The announcement has sent shockwaves across country, where the prospect of any sort of military intervention is already an unsettling topic for many, and yet Temer argued in an official statement and again on television Friday that it was the only possible maneuver still available in a desperate time for both Rio and Brazil.

After nearly a decade of declining crime rates, Rio has seen a dramatic spike in violent crimes and homicides in the past two years. In 2016, the Rio state was home to more than 5,000 homicides, including nearly 1,000 killings committed by police.

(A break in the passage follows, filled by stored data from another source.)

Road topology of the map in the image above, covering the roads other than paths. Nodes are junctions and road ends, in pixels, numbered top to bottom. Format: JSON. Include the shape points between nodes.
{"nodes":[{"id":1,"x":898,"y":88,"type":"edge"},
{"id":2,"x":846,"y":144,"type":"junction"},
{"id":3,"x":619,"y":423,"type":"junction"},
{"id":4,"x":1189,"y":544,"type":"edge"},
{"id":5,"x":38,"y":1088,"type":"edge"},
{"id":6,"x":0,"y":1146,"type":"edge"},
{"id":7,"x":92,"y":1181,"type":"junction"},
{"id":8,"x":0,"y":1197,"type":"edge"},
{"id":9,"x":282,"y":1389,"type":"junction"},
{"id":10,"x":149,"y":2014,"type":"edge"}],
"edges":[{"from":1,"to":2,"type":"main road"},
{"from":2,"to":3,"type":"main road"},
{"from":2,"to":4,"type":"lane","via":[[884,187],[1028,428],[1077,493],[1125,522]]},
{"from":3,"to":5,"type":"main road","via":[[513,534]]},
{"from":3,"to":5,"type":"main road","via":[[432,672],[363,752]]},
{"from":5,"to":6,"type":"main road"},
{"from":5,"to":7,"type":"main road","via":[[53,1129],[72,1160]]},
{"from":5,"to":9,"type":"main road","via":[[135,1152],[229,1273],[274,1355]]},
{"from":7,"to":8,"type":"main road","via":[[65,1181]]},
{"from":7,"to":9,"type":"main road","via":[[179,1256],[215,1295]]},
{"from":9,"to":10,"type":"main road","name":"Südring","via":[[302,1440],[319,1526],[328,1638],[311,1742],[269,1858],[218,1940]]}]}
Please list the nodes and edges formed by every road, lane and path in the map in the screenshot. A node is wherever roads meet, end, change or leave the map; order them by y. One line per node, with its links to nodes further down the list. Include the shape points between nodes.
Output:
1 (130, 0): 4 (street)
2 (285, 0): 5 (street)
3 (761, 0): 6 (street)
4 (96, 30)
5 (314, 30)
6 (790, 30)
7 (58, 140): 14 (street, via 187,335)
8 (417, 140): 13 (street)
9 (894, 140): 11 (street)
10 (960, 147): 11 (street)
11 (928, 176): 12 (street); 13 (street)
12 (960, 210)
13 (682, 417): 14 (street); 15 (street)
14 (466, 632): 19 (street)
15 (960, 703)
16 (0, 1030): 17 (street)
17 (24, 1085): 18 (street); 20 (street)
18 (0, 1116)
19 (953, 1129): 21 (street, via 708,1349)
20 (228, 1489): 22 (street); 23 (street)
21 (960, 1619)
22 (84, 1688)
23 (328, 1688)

Though it is far from Brazil’s most violent area, the second-largest but most prominent city in the country has become a barometer for the nation as a whole, which saw its number of homicides increase nearly 4 percent, to roughly 62,000, in 2016. (By comparison, in 2016, there were around 17,000 homicides in the United States, which has roughly 100 million more people than Brazil.)

There were another 688 shootings in Rio in January, but it is no coincidence that Temer made the announcement last week, at the close of Carnival. As the annual pre-Lent festival ended, videos of tourists being beaten and robbed on Rio’s streets and beaches circulated online and on Brazilian cable news, driving home the perception that violence in the city had spiraled out of control.

There is no doubt that Rio and Brazil in general are in dire need of a policy shift  to address the outbreaks of violence.

But there is little reason for optimism that Temer’s plan to send in the big guns of the Brazilian military will work, and the concerns around his decision are plentiful and obvious. Most notably, allowing the military to take control of Rio for up to 10 months raises pertinent questions about the health of Brazil’s democracy some three decades after the end of the country’s military dictatorship: Since his announcement, there has been open worry in Rio and across Brazil that Temer’s military intervention could be a test run for more aggressive military involvement in policing and public security in the future.

And Temer’s escalation in policing is happening in a state with one of the deadliest police forces in a country with one of the world’s deadliest police forces. It’s folly, human rights groups and security experts say, to think the move will do anything but add to the bloodshed and put the lives and rights of Rio’s poorest and most vulnerable residents at even greater risk.

“It is the equivalent of a public-policy ‘Hail Mary,’ and the results are far from certain,” said Dr. Robert Muggah, a co-founder of the Igarapé Institute, a Rio-based public security think tank. “There is a real danger of militarizing public security in Rio de Janeiro even further.”